ABSTRACT

The years between the turn of the century and the outbreak of the First World War were years of confusion and contradiction, years when, as H.G.Wells wrote in Tono Bungay in 1908, ‘…all the organising ideas have slackened, the old habitual bonds have relaxed or altogether come undone’. The gold and the glory of the nineteenth-century Empire lingered; the monarchy and aristocracy were more newsworthy, if more scandalous, than in the days of the old Queen; London was still the financial capital of the world; Britannia, from the bridge of a Dreadnought, still ruled the waves. There were, however, omens of changes to come: economic problems continued; foreign competition grew more intense and threats and fears of war mounted; violence spread at home; socialism gathered strength from a new awareness of poverty and social injustice; the nineteenth-century political system seemed to be succumbing to a creeping paralysis. National expenditure rose as spending on social services and armaments increased; real wages began to fall, and this combined with a variety of other forces to produce serious unrest and a number of strikes.

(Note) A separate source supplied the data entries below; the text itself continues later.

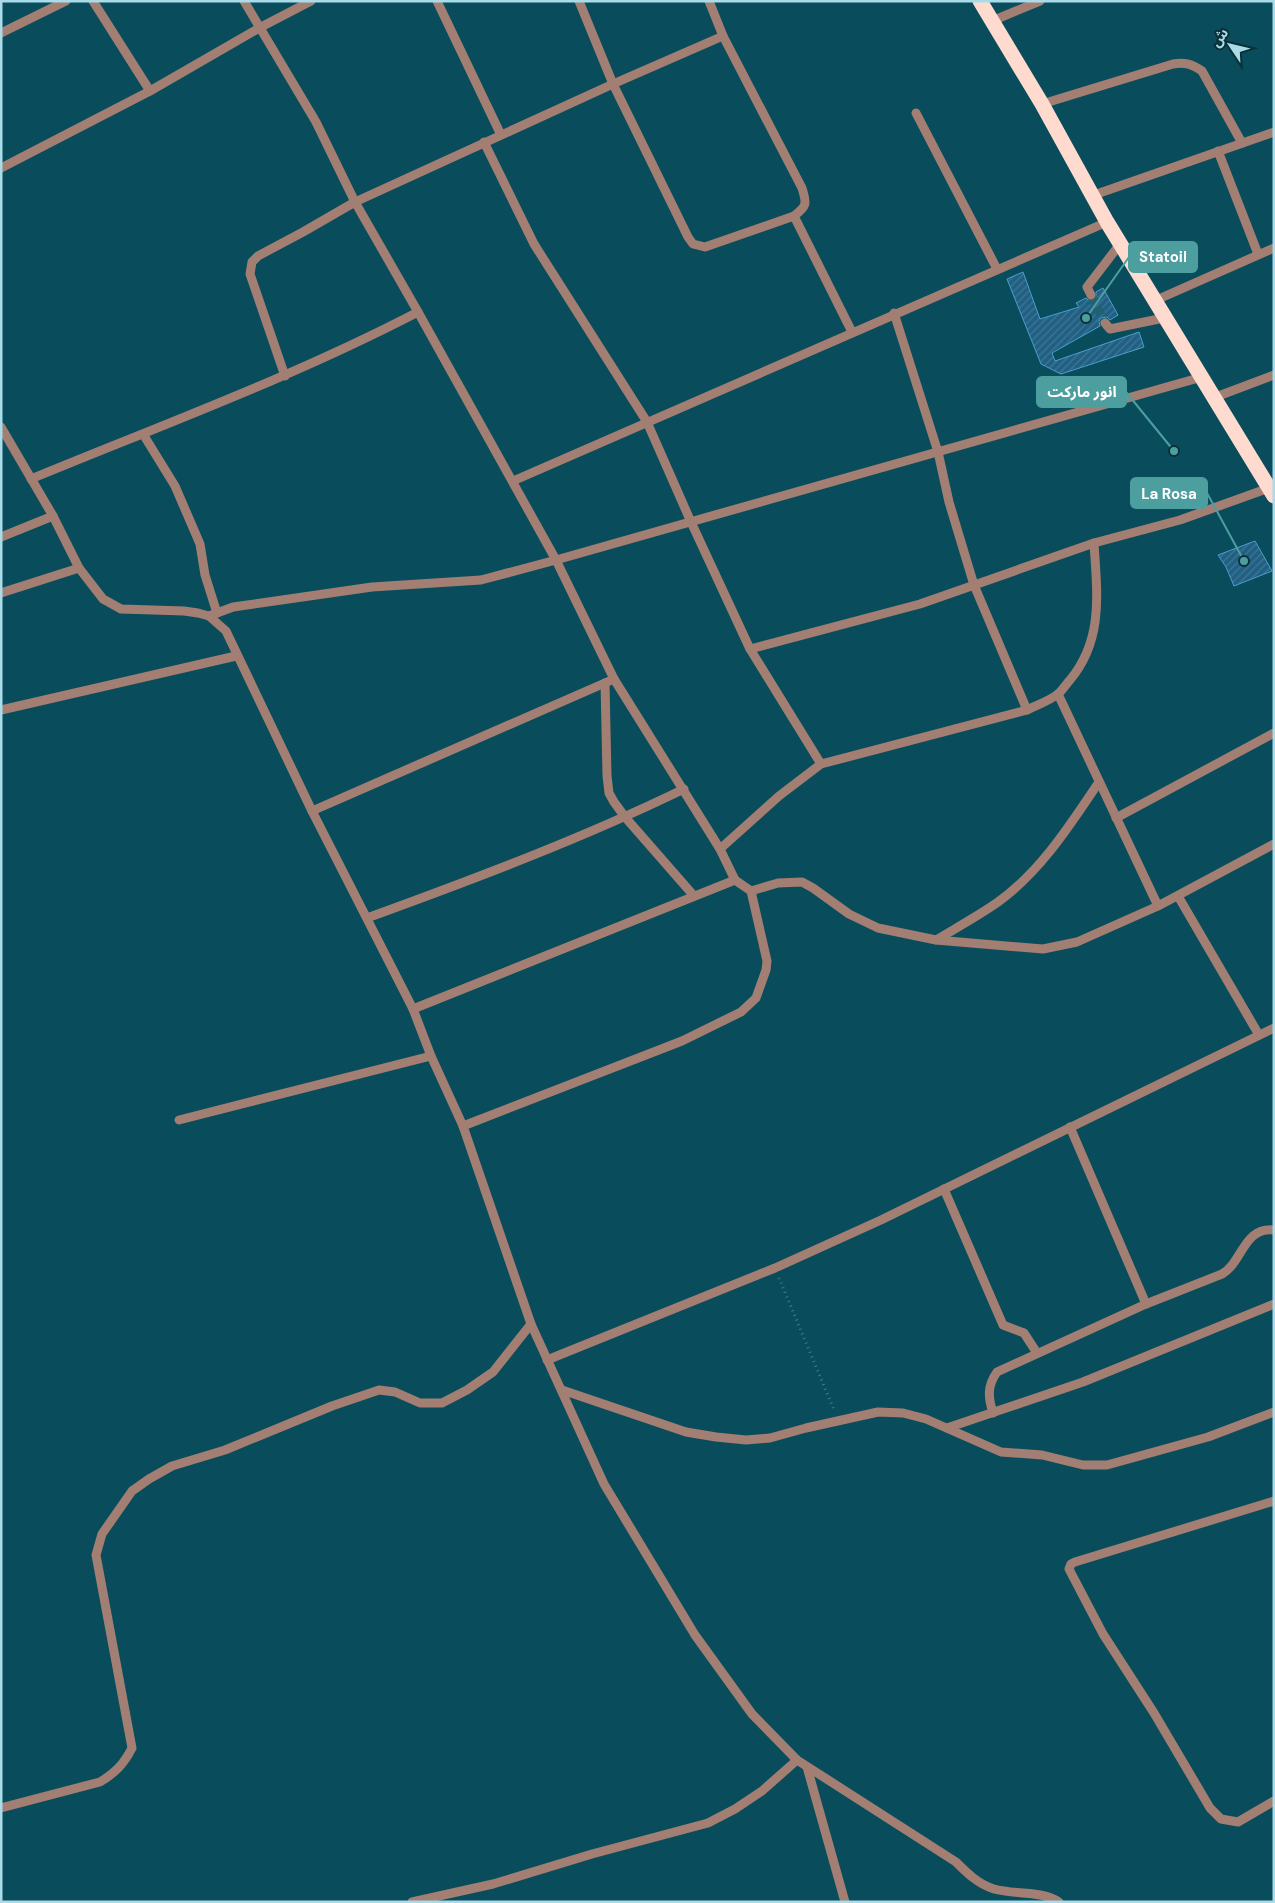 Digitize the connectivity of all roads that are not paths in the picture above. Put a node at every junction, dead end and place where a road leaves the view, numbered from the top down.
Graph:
1 (66, 1) edge
2 (93, 1) edge
3 (244, 1) edge
4 (311, 1) edge
5 (437, 1) edge
6 (579, 1) edge
7 (709, 1) edge
8 (980, 1) edge
9 (1040, 1) edge
10 (992, 21) junction
11 (261, 27) junction
12 (1, 33) edge
13 (723, 36) junction
14 (613, 84) junction
15 (150, 91) junction
16 (1042, 104) junction
17 (916, 113) dead end
18 (1274, 132) edge
19 (501, 135) junction
20 (484, 142) junction
21 (1242, 143) junction
22 (1218, 152) junction
23 (1, 168) edge
24 (1091, 196) junction
25 (355, 202) junction
26 (794, 216) junction
27 (1107, 222) junction
28 (1120, 244) junction
29 (1274, 248) edge
30 (1258, 254) junction
31 (996, 269) junction
32 (1090, 295) dead end
33 (1154, 301) junction
34 (418, 312) junction
35 (894, 314) junction
36 (1164, 318) junction
37 (1105, 323) dead end
38 (852, 332) junction
39 (1274, 375) edge
40 (286, 376) junction
41 (1202, 377) junction
42 (1214, 398) junction
43 (647, 422) junction
44 (1, 427) edge
45 (143, 434) junction
46 (12, 443) junction
47 (1, 445) edge
48 (938, 452) junction
49 (31, 479) junction
50 (513, 481) junction
51 (1271, 492) edge
52 (53, 516) junction
53 (691, 522) junction
54 (1, 537) edge
55 (1094, 543) junction
56 (556, 560) junction
57 (79, 568) junction
58 (974, 584) junction
59 (1, 593) edge
60 (213, 615) junction
61 (750, 649) junction
62 (236, 656) junction
63 (614, 679) junction
64 (605, 683) junction
65 (1058, 694) junction
66 (1, 710) edge
67 (1027, 710) junction
68 (1274, 733) edge
69 (821, 764) junction
70 (1099, 782) junction
71 (684, 789) junction
72 (312, 811) junction
73 (625, 817) junction
74 (1116, 818) junction
75 (1274, 844) edge
76 (720, 849) junction
77 (735, 880) junction
78 (751, 891) junction
79 (694, 896) junction
80 (1178, 896) junction
81 (1158, 906) junction
82 (367, 918) junction
83 (936, 940) junction
84 (413, 1009) junction
85 (1274, 1028) edge
86 (1259, 1035) junction
87 (432, 1056) junction
88 (179, 1120) dead end
89 (463, 1126) junction
90 (1070, 1128) junction
91 (944, 1188) junction
92 (1274, 1230) edge
93 (1146, 1304) junction
94 (1274, 1304) edge
95 (531, 1324) junction
96 (1037, 1353) junction
97 (547, 1360) junction
98 (562, 1390) junction
99 (1274, 1412) edge
100 (993, 1413) junction
101 (947, 1428) junction
102 (1274, 1501) edge
103 (797, 1760) junction
104 (807, 1766) junction
105 (1274, 1801) edge
106 (1, 1808) edge
107 (412, 1902) edge
108 (845, 1902) edge
109 (1059, 1902) edge

1 - 12 street
2 - 15 street
3 - 11 street
4 - 11 street
5 - 19 street
6 - 14 street
7 - 13 street
8 - 10 highway
9 - 10 street
10 - 16 highway
11 - 15 street
11 - 25 street
13 - 14 street
13 - 26 street
14 - 19 street
14 - 26 street
15 - 23 street
16 - 21 street
16 - 24 highway
17 - 31 street
18 - 21 street
19 - 20 street
20 - 25 street
20 - 43 street
21 - 22 street
22 - 24 street
22 - 30 street
24 - 27 highway
25 - 34 street
25 - 40 street
26 - 38 street
27 - 28 highway
27 - 31 street
28 - 32 street
28 - 33 highway
29 - 30 street
30 - 33 street
31 - 35 street
33 - 36 highway
34 - 40 street
34 - 50 street
35 - 38 street
35 - 48 street
36 - 37 street
36 - 41 highway
38 - 43 street
39 - 42 street
40 - 45 street
41 - 42 highway
41 - 48 street
42 - 51 highway
43 - 50 street
43 - 53 street
44 - 46 street
45 - 49 street
45 - 60 street
46 - 47 street
46 - 49 street
48 - 53 street
48 - 58 street
49 - 52 street
50 - 56 street
51 - 55 street
52 - 54 street
52 - 57 street
53 - 56 street
53 - 61 street
55 - 58 street
55 - 65 street
56 - 60 street
56 - 63 street
57 - 59 street
57 - 60 street
58 - 61 street
58 - 67 street
60 - 62 street
61 - 69 street
62 - 66 street
62 - 72 street
63 - 64 street
63 - 71 street
64 - 72 street
64 - 73 street
65 - 67 street
65 - 70 street
67 - 69 street
68 - 74 street
69 - 76 street
70 - 74 street
70 - 83 street
71 - 73 street
71 - 76 street
72 - 82 street
73 - 79 street
73 - 82 street
74 - 81 street
75 - 80 street
76 - 77 street
77 - 78 street
77 - 79 street
78 - 83 street
78 - 89 street
79 - 84 street
80 - 81 street
80 - 86 street
81 - 83 street
82 - 84 street
84 - 87 street
85 - 86 street
86 - 90 street
87 - 88 street
87 - 89 street
89 - 95 street
90 - 91 street
90 - 93 street
91 - 96 street
91 - 97 street
92 - 93 street
93 - 96 street
94 - 100 street
95 - 97 street
95 - 106 street
96 - 100 street
97 - 98 street
98 - 101 street
98 - 103 street
99 - 101 street
100 - 101 street
102 - 105 street
103 - 104 street
103 - 107 street
104 - 108 street
104 - 109 street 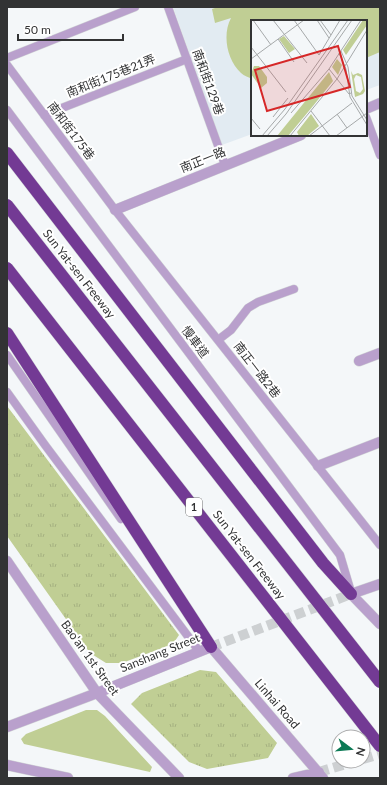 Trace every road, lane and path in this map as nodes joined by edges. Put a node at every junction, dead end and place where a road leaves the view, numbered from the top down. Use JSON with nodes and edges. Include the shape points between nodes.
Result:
{"nodes":[{"id":1,"x":135,"y":7,"type":"edge"},
{"id":2,"x":168,"y":7,"type":"edge"},
{"id":3,"x":7,"y":58,"type":"edge"},
{"id":4,"x":187,"y":59,"type":"junction"},
{"id":5,"x":7,"y":66,"type":"edge"},
{"id":6,"x":380,"y":103,"type":"edge"},
{"id":7,"x":367,"y":109,"type":"edge"},
{"id":8,"x":7,"y":110,"type":"edge"},
{"id":9,"x":44,"y":115,"type":"junction"},
{"id":10,"x":367,"y":120,"type":"edge"},
{"id":11,"x":299,"y":136,"type":"edge"},
{"id":12,"x":7,"y":153,"type":"edge"},
{"id":13,"x":380,"y":156,"type":"edge"},
{"id":14,"x":225,"y":166,"type":"junction"},
{"id":15,"x":7,"y":205,"type":"edge"},
{"id":16,"x":115,"y":210,"type":"junction"},
{"id":17,"x":7,"y":268,"type":"edge"},
{"id":18,"x":294,"y":289,"type":"dead end"},
{"id":19,"x":7,"y":333,"type":"edge"},
{"id":20,"x":218,"y":340,"type":"junction"},
{"id":21,"x":380,"y":354,"type":"edge"},
{"id":22,"x":7,"y":355,"type":"edge"},
{"id":23,"x":359,"y":361,"type":"dead end"},
{"id":24,"x":7,"y":392,"type":"edge"},
{"id":25,"x":380,"y":442,"type":"edge"},
{"id":26,"x":318,"y":466,"type":"junction"},
{"id":27,"x":380,"y":545,"type":"edge"},
{"id":28,"x":7,"y":561,"type":"edge"},
{"id":29,"x":380,"y":584,"type":"edge"},
{"id":30,"x":351,"y":594,"type":"junction"},
{"id":31,"x":380,"y":624,"type":"edge"},
{"id":32,"x":211,"y":647,"type":"junction"},
{"id":33,"x":199,"y":651,"type":"junction"},
{"id":34,"x":380,"y":682,"type":"edge"},
{"id":35,"x":96,"y":693,"type":"junction"},
{"id":36,"x":7,"y":726,"type":"edge"},
{"id":37,"x":380,"y":746,"type":"edge"},
{"id":38,"x":7,"y":765,"type":"edge"},
{"id":39,"x":321,"y":775,"type":"edge"},
{"id":40,"x":68,"y":778,"type":"edge"},
{"id":41,"x":179,"y":778,"type":"edge"},
{"id":42,"x":293,"y":778,"type":"edge"}],
"edges":[{"from":1,"to":3,"type":"lane"},
{"from":2,"to":4,"type":"lane","name":"南和街129巷"},
{"from":4,"to":9,"type":"lane","name":"南和街175巷21弄"},
{"from":4,"to":14,"type":"lane","name":"南和街129巷"},
{"from":5,"to":9,"type":"lane","name":"南和街175巷"},
{"from":6,"to":7,"type":"street"},
{"from":8,"to":30,"type":"lane","name":"慢車道","via":[[340,555]]},
{"from":9,"to":16,"type":"lane","name":"南和街175巷"},
{"from":10,"to":13,"type":"lane"},
{"from":11,"to":14,"type":"street","name":"南正一路"},
{"from":12,"to":30,"type":"highway","via":[[323,563]]},
{"from":14,"to":16,"type":"street","name":"南正一路"},
{"from":15,"to":34,"type":"highway","name":"Sun Yat-sen Freeway","bridge":true},
{"from":16,"to":20,"type":"lane","name":"南正一路2巷"},
{"from":17,"to":37,"type":"highway","name":"Sun Yat-sen Freeway","number":"1","bridge":true},
{"from":18,"to":20,"type":"lane","via":[[248,308],[231,330]]},
{"from":19,"to":32,"type":"highway"},
{"from":20,"to":26,"type":"lane","name":"南正一路2巷"},
{"from":21,"to":23,"type":"street"},
{"from":22,"to":32,"type":"lane"},
{"from":24,"to":33,"type":"lane"},
{"from":25,"to":26,"type":"street"},
{"from":26,"to":27,"type":"lane","name":"南正一路2巷"},
{"from":28,"to":35,"type":"street","name":"Bao'an 1st Street"},
{"from":29,"to":30,"type":"street"},
{"from":30,"to":31,"type":"street"},
{"from":32,"to":33,"type":"street","name":"Sanshang Street"},
{"from":32,"to":39,"type":"street","name":"Linhai Road"},
{"from":33,"to":35,"type":"street","name":"Sanshang Street"},
{"from":35,"to":36,"type":"street","name":"Sanshang Street"},
{"from":35,"to":41,"type":"street","name":"Bao'an 1st Street"},
{"from":38,"to":40,"type":"street"},
{"from":39,"to":42,"type":"street"}]}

Moving towards political maturity, the working classes showed an increasing determination to use their franchise for their own benefit, and the growth of the Labour Party, which had 42 members in the Commons by 1914, added to the disruption of the established two-party system. A strange tension built up, often marked by hysteria and irrationality, which culminated in the outburst of exhilaration and relief which greeted the declaration of war in 1914.